WARNING: This story contains distressing details.
People pumped their fists in the air and a Winnipeg courtroom erupted into cheers as a judge convicted a serial killer who targeted Indigenous women of first-degree murder, in a case that sought justice for four women but reverberated far beyond that.
Jeremy Skibicki sat staring straight ahead as Court of King’s Bench Chief Justice Glenn Joyal delivered his judgment Thursday morning, though no sign of emotion appeared on Skibicki’s face as he learned his fate.
The decision, finding Skibicki guilty on all four counts of first-degree murder he faced, came after a trial that heard weeks of evidence in a high-profile case that galvanized people across the country to push for the search of a Winnipeg-area landfill for the remains of two of the women Skibicki killed.
Joyal said while reading a summary of his decision that it would be “artificial and disingenuous” to ignore the fact that for many, the case is “emblematic of much of what is associated with the tragedies that underlie the very grim reality of missing and murdered Indigenous women and girls [MMIWG] in Canada.”

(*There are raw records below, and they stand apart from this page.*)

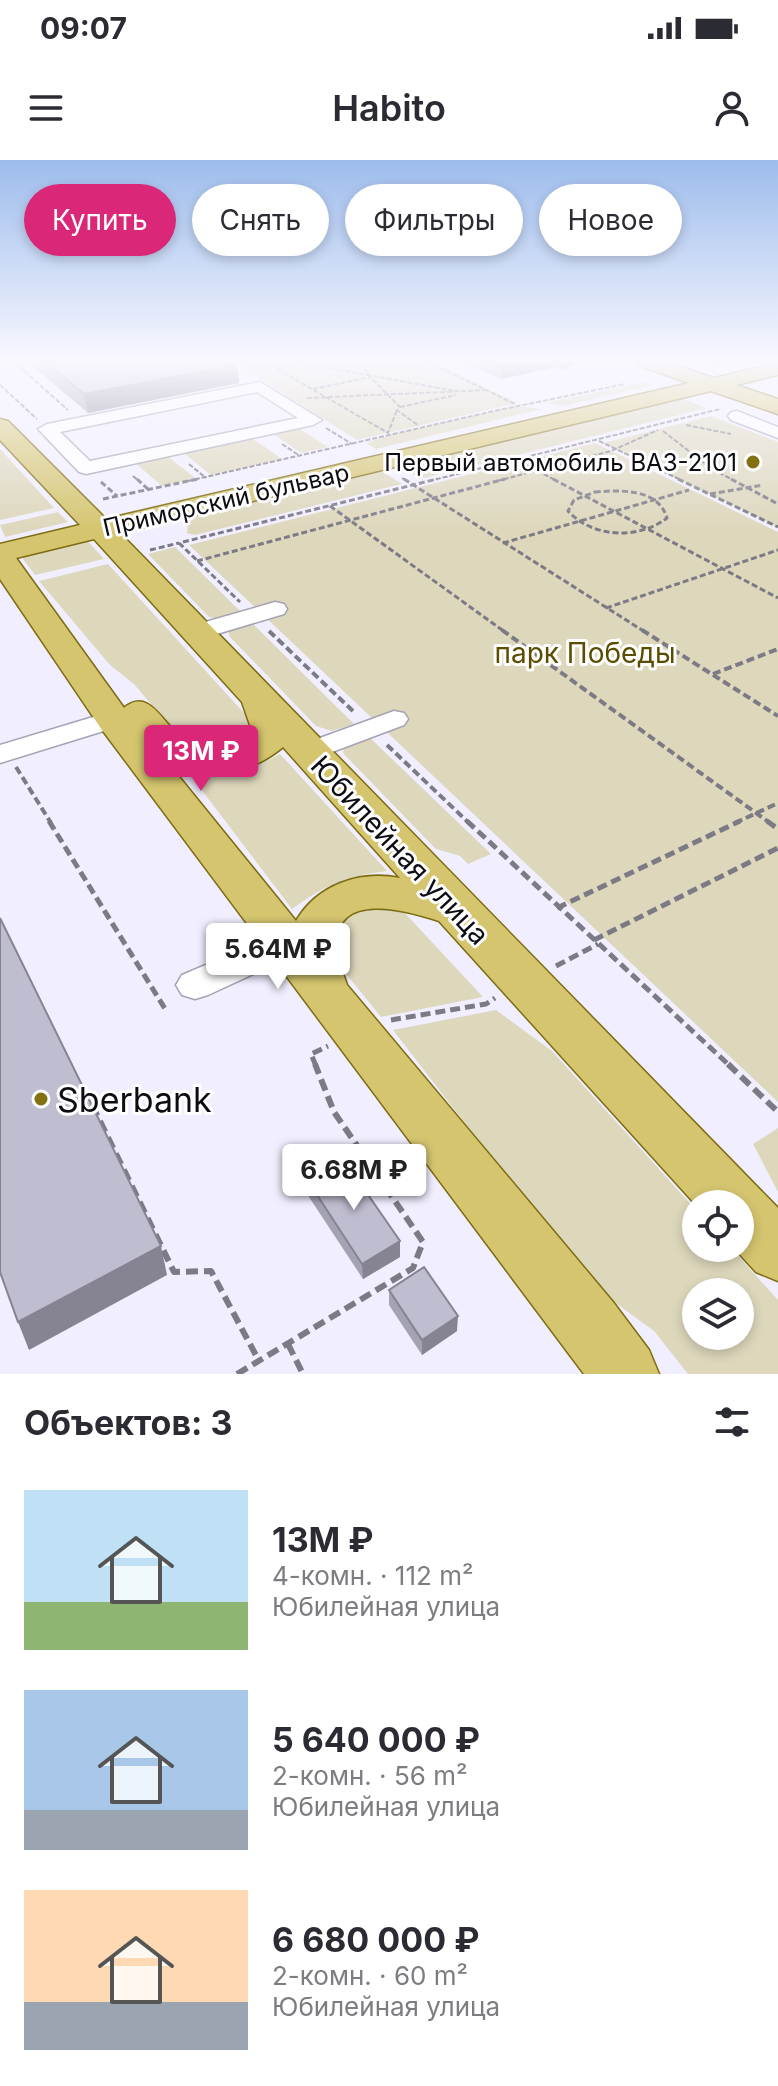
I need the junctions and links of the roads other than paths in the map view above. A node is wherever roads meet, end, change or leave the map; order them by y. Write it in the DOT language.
graph roads {
  1 [pos="99,419"];
  2 [pos="311,419"];
  3 [pos="522,419"];
  4 [pos="743,419"];
  5 [pos="0,426"];
  6 [pos="778,433"];
  7 [pos="117,462"];
  8 [pos="95,517"];
  9 [pos="0,542"];
  10 [pos="0,555"];
  11 [pos="264,612"];
  12 [pos="197,632"];
  13 [pos="75,668"];
  14 [pos="259,699"];
  15 [pos="113,719"];
  16 [pos="382,723"];
  17 [pos="308,752"];
  18 [pos="3,753"];
  19 [pos="455,909"];
  20 [pos="288,943"];
  21 [pos="195,985"];
  22 [pos="322,988"];
  23 [pos="721,1190"];
  24 [pos="754,1226"];
  25 [pos="778,1251"];
  26 [pos="607,1350"];
  27 [pos="652,1374"];
  1 -- 7 [label="street"];
  2 -- 7 [label="street"];
  3 -- 8 [label="main road, Приморский бульвар"];
  4 -- 6 [label="street"];
  5 -- 8 [label="main road, Юбилейная улица"];
  8 -- 9 [label="main road"];
  8 -- 10 [label="main road, Приморский бульвар"];
  8 -- 12 [label="main road, Юбилейная улица"];
  10 -- 13 [label="main road"];
  11 -- 12 [label="street"];
  12 -- 14 [label="main road, Юбилейная улица"];
  13 -- 14 [label="main road"];
  13 -- 15 [label="main road"];
  14 -- 17 [label="main road, Юбилейная улица"];
  15 -- 18 [label="street"];
  15 -- 20 [label="main road"];
  16 -- 17 [label="street"];
  17 -- 19 [label="main road, Юбилейная улица"];
  19 -- 22 [label="main road"];
  19 -- 23 [label="main road, Юбилейная улица"];
  20 -- 21 [label="street"];
  20 -- 22 [label="main road"];
  22 -- 26 [label="main road"];
  24 -- 25 [label="main road"];
  26 -- 27 [label="main road"];
}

Skibicki, 37, was convicted in the killings of three First Nations women — Morgan Harris, 39, Marcedes Myran, 26, and Rebecca Contois, 24 — as well as an unidentified woman who has been given the name Mashkode Bizhiki’ikwe, or Buffalo Woman, by community leaders. Police have said they believe she was Indigenous and in her 20s.

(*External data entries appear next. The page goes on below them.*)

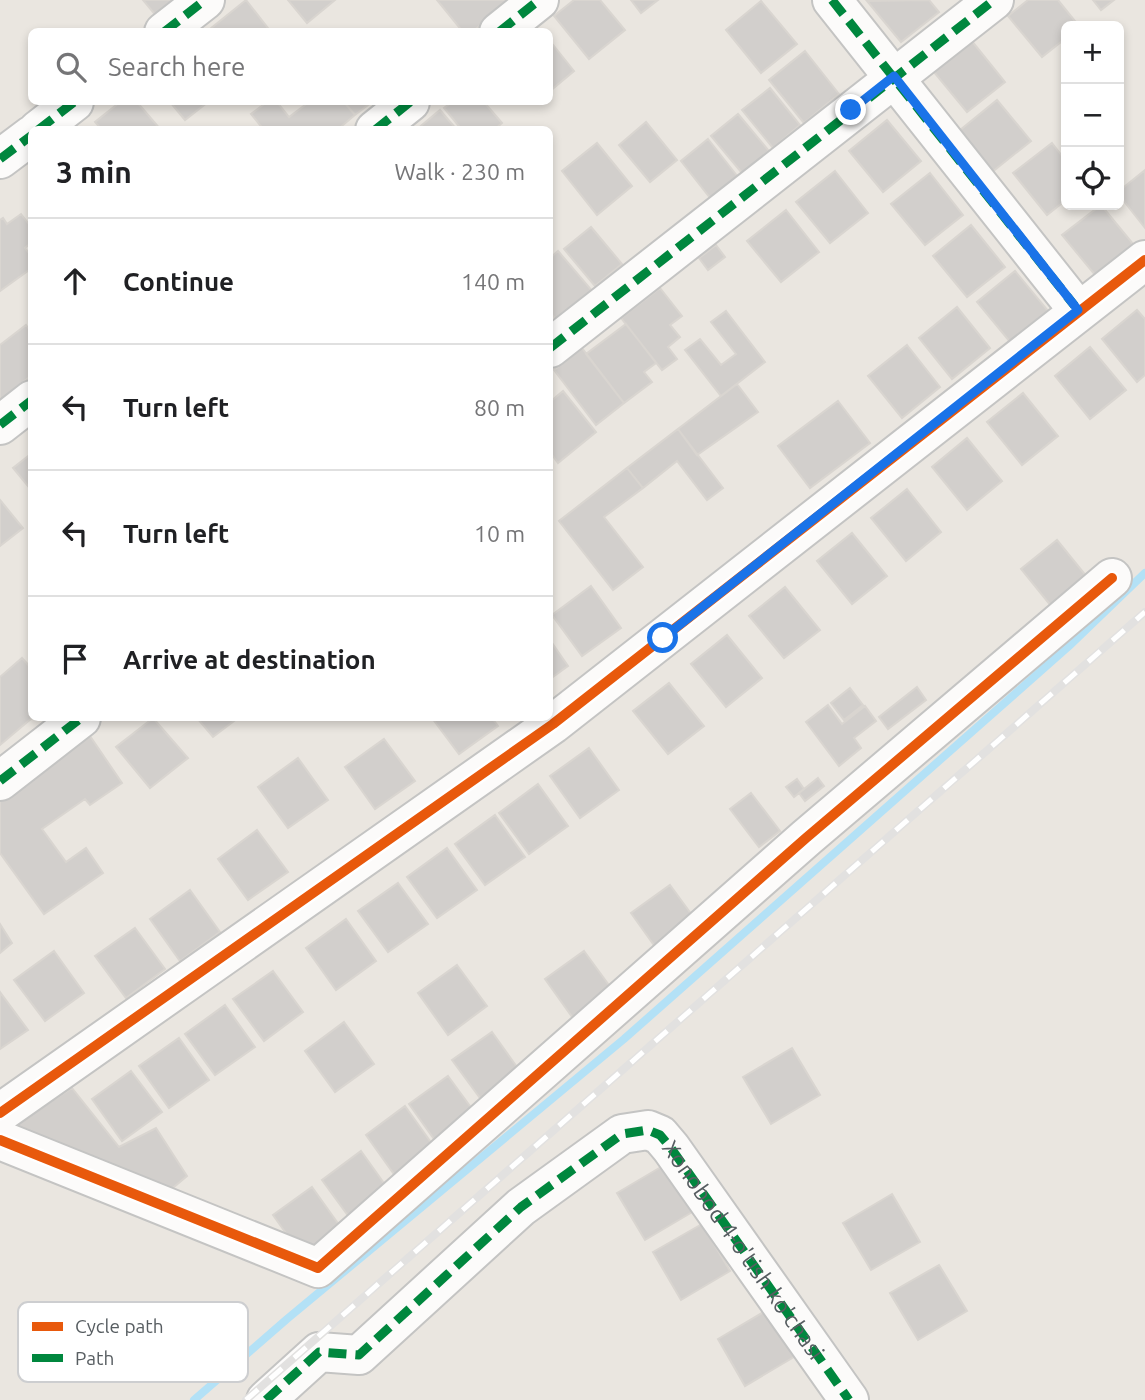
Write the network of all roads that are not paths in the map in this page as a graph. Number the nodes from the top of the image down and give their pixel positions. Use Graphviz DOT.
graph roads {
  1 [pos="205,0"];
  2 [pos="539,0"];
  3 [pos="832,0"];
  4 [pos="994,0"];
  5 [pos="169,28"];
  6 [pos="504,28"];
  7 [pos="894,76"];
  8 [pos="70,105"];
  9 [pos="407,105"];
  10 [pos="43,126"];
  11 [pos="380,126"];
  12 [pos="28,138"];
  13 [pos="0,159"];
  14 [pos="1145,260"];
  15 [pos="1078,310"];
  16 [pos="553,346"];
  17 [pos="28,403"];
  18 [pos="0,425"];
  19 [pos="1112,578"];
  20 [pos="77,721"];
  21 [pos="0,781"];
  22 [pos="0,1113"];
  23 [pos="0,1140"];
  24 [pos="266,1400"];
  25 [pos="849,1400"];
  1 -- 5 [label="street"];
  2 -- 6 [label="street"];
  3 -- 7 [label="street"];
  4 -- 7 [label="street"];
  7 -- 15 [label="street"];
  7 -- 16 [label="street"];
  8 -- 10 [label="street"];
  9 -- 11 [label="street"];
  12 -- 13 [label="street"];
  14 -- 15 [label="street"];
  15 -- 22 [label="street"];
  17 -- 18 [label="street"];
  19 -- 23 [label="street"];
  20 -- 21 [label="street"];
  24 -- 25 [label="street, Xonobod 4-o'tish ko'chasi"];
}
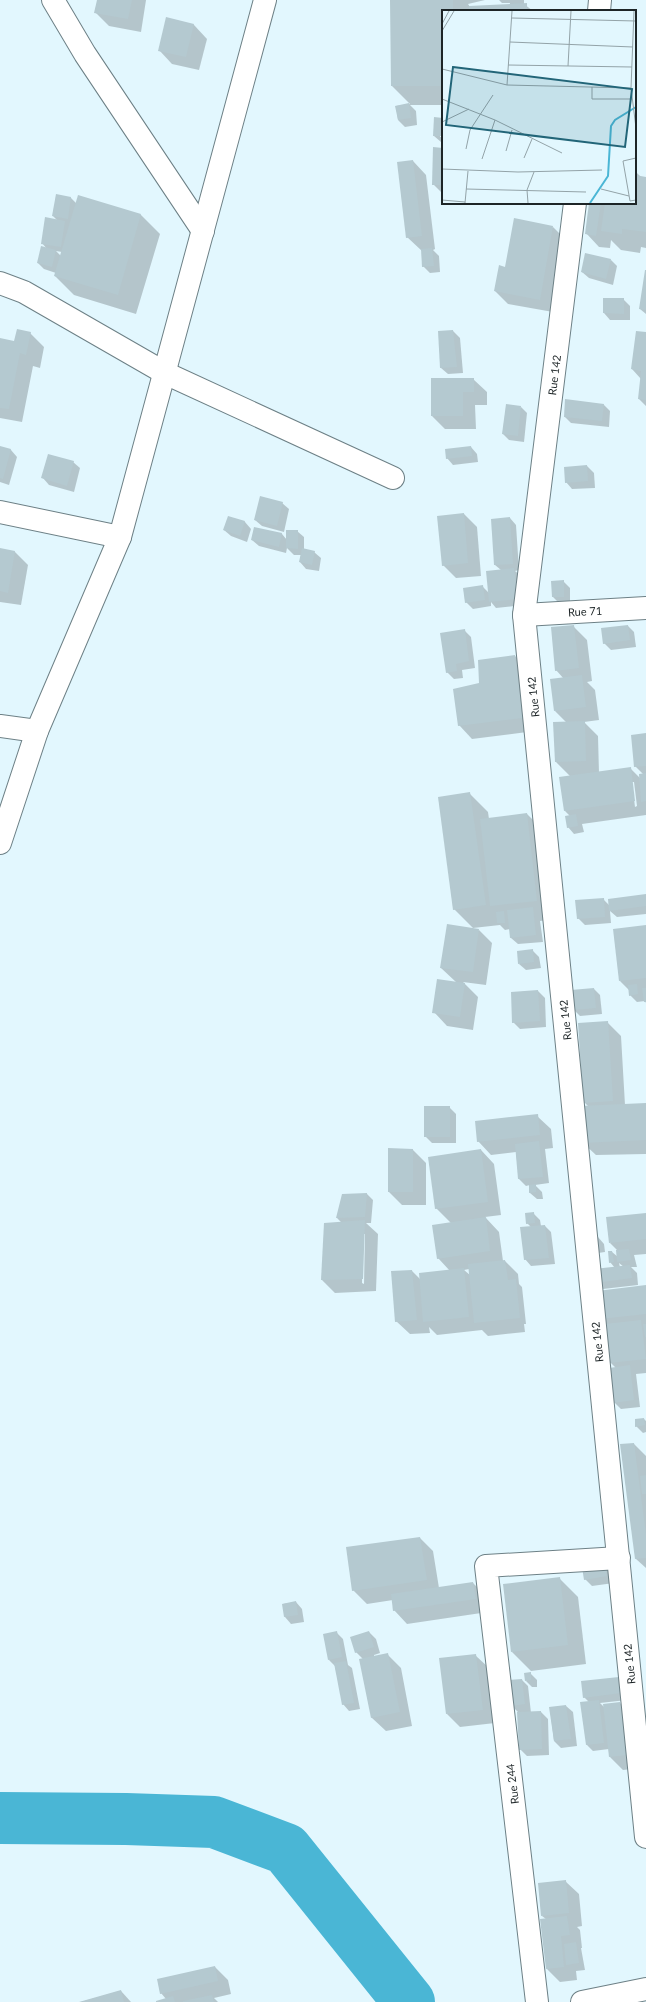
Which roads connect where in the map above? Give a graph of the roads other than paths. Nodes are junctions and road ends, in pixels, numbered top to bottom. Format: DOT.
graph roads {
  1 [pos="52,0"];
  2 [pos="265,0"];
  3 [pos="600,0"];
  4 [pos="599,10"];
  5 [pos="575,204"];
  6 [pos="203,231"];
  7 [pos="0,283"];
  8 [pos="165,373"];
  9 [pos="393,478"];
  10 [pos="0,512"];
  11 [pos="120,537"];
  12 [pos="646,608"];
  13 [pos="524,615"];
  14 [pos="0,726"];
  15 [pos="37,731"];
  16 [pos="0,844"];
  17 [pos="618,1558"];
  18 [pos="646,1837"];
  19 [pos="646,1989"];
  20 [pos="537,2002"];
  21 [pos="582,2002"];
  1 -- 6 [label="street"];
  2 -- 6 [label="street"];
  3 -- 4 [label="street"];
  5 -- 13 [label="street, Rue 142"];
  6 -- 8 [label="street"];
  7 -- 8 [label="street"];
  8 -- 9 [label="street"];
  8 -- 11 [label="street"];
  10 -- 11 [label="street"];
  11 -- 15 [label="street"];
  12 -- 13 [label="street, Rue 71"];
  13 -- 17 [label="street, Rue 142"];
  14 -- 15 [label="street"];
  15 -- 16 [label="street"];
  17 -- 18 [label="street, Rue 142"];
  17 -- 20 [label="street, Rue 244"];
  19 -- 21 [label="street"];
}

Contois was a member of O-Chi-Chak-Ko-Sipi First Nation, also known as Crane River. Harris and Myran were both members of Long Plain First Nation. All four women were killed in Winnipeg between mid-March and mid-May of 2022.

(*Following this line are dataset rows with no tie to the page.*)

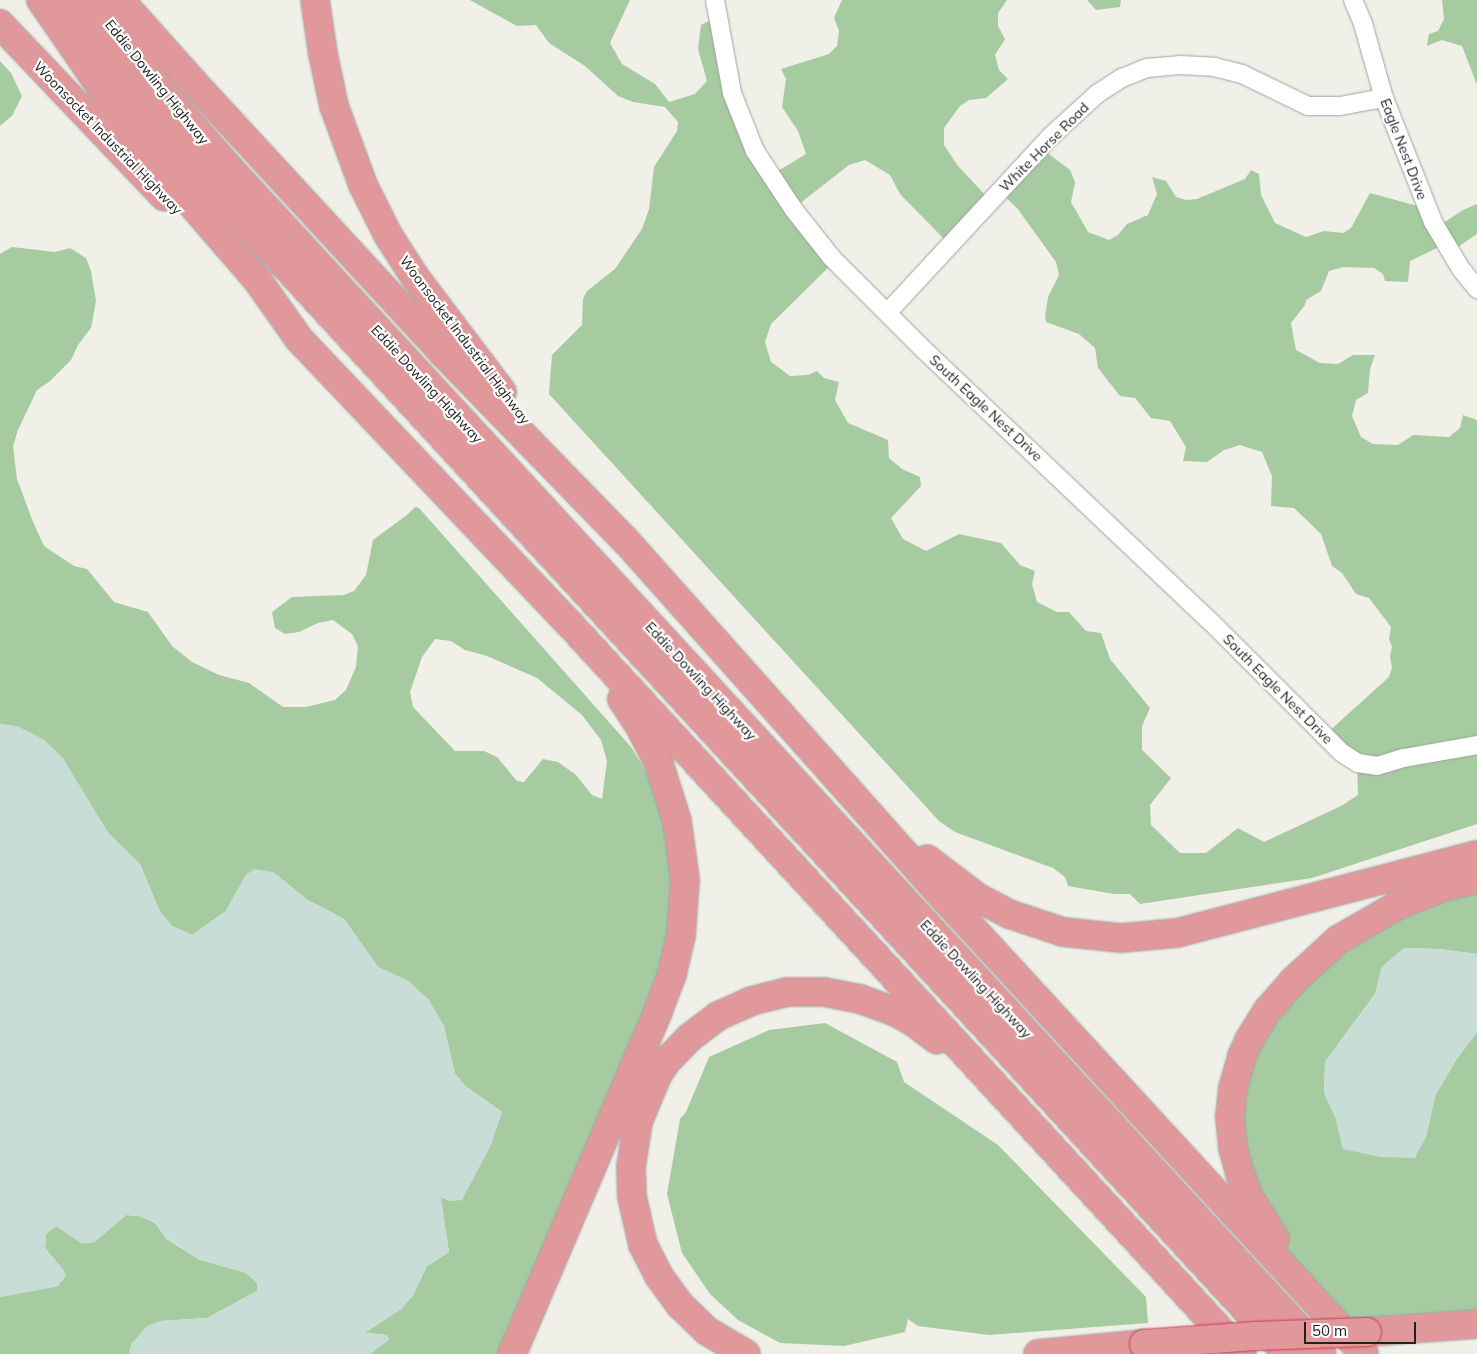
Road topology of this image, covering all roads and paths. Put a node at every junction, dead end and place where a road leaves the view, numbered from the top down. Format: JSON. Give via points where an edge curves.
{"nodes":[{"id":1,"x":41,"y":0,"type":"edge"},
{"id":2,"x":62,"y":0,"type":"edge"},
{"id":3,"x":91,"y":0,"type":"edge"},
{"id":4,"x":120,"y":0,"type":"edge"},
{"id":5,"x":315,"y":0,"type":"edge"},
{"id":6,"x":715,"y":0,"type":"edge"},
{"id":7,"x":1353,"y":0,"type":"edge"},
{"id":8,"x":0,"y":24,"type":"edge"},
{"id":9,"x":1384,"y":98,"type":"junction"},
{"id":10,"x":1477,"y":289,"type":"edge"},
{"id":11,"x":888,"y":312,"type":"junction"},
{"id":12,"x":299,"y":339,"type":"junction"},
{"id":13,"x":626,"y":541,"type":"junction"},
{"id":14,"x":564,"y":619,"type":"junction"},
{"id":15,"x":798,"y":737,"type":"junction"},
{"id":16,"x":1477,"y":745,"type":"edge"},
{"id":17,"x":1477,"y":855,"type":"edge"},
{"id":18,"x":1477,"y":879,"type":"edge"},
{"id":19,"x":1035,"y":1128,"type":"junction"},
{"id":20,"x":1327,"y":1314,"type":"junction"},
{"id":21,"x":1477,"y":1324,"type":"edge"},
{"id":22,"x":1477,"y":1332,"type":"edge"},
{"id":23,"x":1371,"y":1336,"type":"edge"},
{"id":24,"x":1144,"y":1344,"type":"junction"},
{"id":25,"x":512,"y":1354,"type":"edge"},
{"id":26,"x":746,"y":1354,"type":"edge"},
{"id":27,"x":1038,"y":1354,"type":"edge"},
{"id":28,"x":1056,"y":1354,"type":"edge"},
{"id":29,"x":1242,"y":1354,"type":"edge"},
{"id":30,"x":1287,"y":1354,"type":"edge"},
{"id":31,"x":1322,"y":1354,"type":"edge"}],
"edges":[{"from":1,"to":12,"type":"highway","via":[[126,122],[177,187],[258,280]]},
{"from":2,"to":30,"type":"highway","name":"Eddie Dowling Highway","via":[[137,98],[209,183]]},
{"from":3,"to":31,"type":"highway","name":"Eddie Dowling Highway","via":[[158,87],[237,177]]},
{"from":4,"to":13,"type":"highway","via":[[443,353]]},
{"from":5,"to":13,"type":"highway","name":"Woonsocket Industrial Highway","via":[[326,72],[342,134],[388,235],[466,345]]},
{"from":6,"to":11,"type":"street","name":"South Eagle Nest Drive","via":[[732,93],[755,151],[794,210],[832,258]]},
{"from":7,"to":9,"type":"street","name":"Eagle Nest Drive"},
{"from":8,"to":12,"type":"highway","name":"Woonsocket Industrial Highway"},
{"from":9,"to":10,"type":"street","name":"Eagle Nest Drive","via":[[1432,222]]},
{"from":9,"to":11,"type":"street","name":"White Horse Road","via":[[1340,106],[1308,106],[1242,74],[1214,67],[1180,65],[1147,68],[1122,78],[1097,94],[1050,137]]},
{"from":11,"to":16,"type":"street","name":"South Eagle Nest Drive","via":[[1358,763],[1377,766]]},
{"from":12,"to":14,"type":"highway"},
{"from":13,"to":15,"type":"highway"},
{"from":14,"to":19,"type":"highway"},
{"from":14,"to":25,"type":"highway","via":[[631,713],[659,764],[681,841],[684,917],[666,992]]},
{"from":15,"to":17,"type":"highway","via":[[922,854],[962,887],[1026,922],[1082,936],[1141,938],[1177,933]]},
{"from":15,"to":20,"type":"highway"},
{"from":18,"to":20,"type":"highway","via":[[1443,887],[1398,905],[1340,939],[1307,966],[1279,996],[1258,1024],[1242,1056],[1233,1088],[1230,1116],[1232,1147],[1240,1174],[1265,1224]]},
{"from":19,"to":26,"type":"highway","via":[[928,1033],[894,1012],[860,999],[824,992],[787,992],[734,1008],[703,1026],[666,1062],[647,1098],[632,1153],[632,1197],[643,1245],[669,1291],[706,1331]]},
{"from":19,"to":29,"type":"highway"},
{"from":20,"to":23,"type":"highway"},
{"from":21,"to":23,"type":"highway"},
{"from":22,"to":23,"type":"highway"},
{"from":23,"to":24,"type":"highway","bridge":true,"via":[[1246,1336]]},
{"from":24,"to":27,"type":"highway"},
{"from":24,"to":28,"type":"highway"}]}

Skibicki targeted vulnerable Indigenous women who frequented Winnipeg homeless shelters, bringing each of the four women back to his North Kildonan apartment, where he sexually assaulted or forcibly confined them before strangling or drowning them in his bathtub.
The convicted killer, who argued during his trial that he should be found not criminally responsible due to a mental disorder, now faces an automatic life sentence with no chance of parole for 25 years.
Melissa Robinson, a cousin of Harris, said the court process has been a long road of…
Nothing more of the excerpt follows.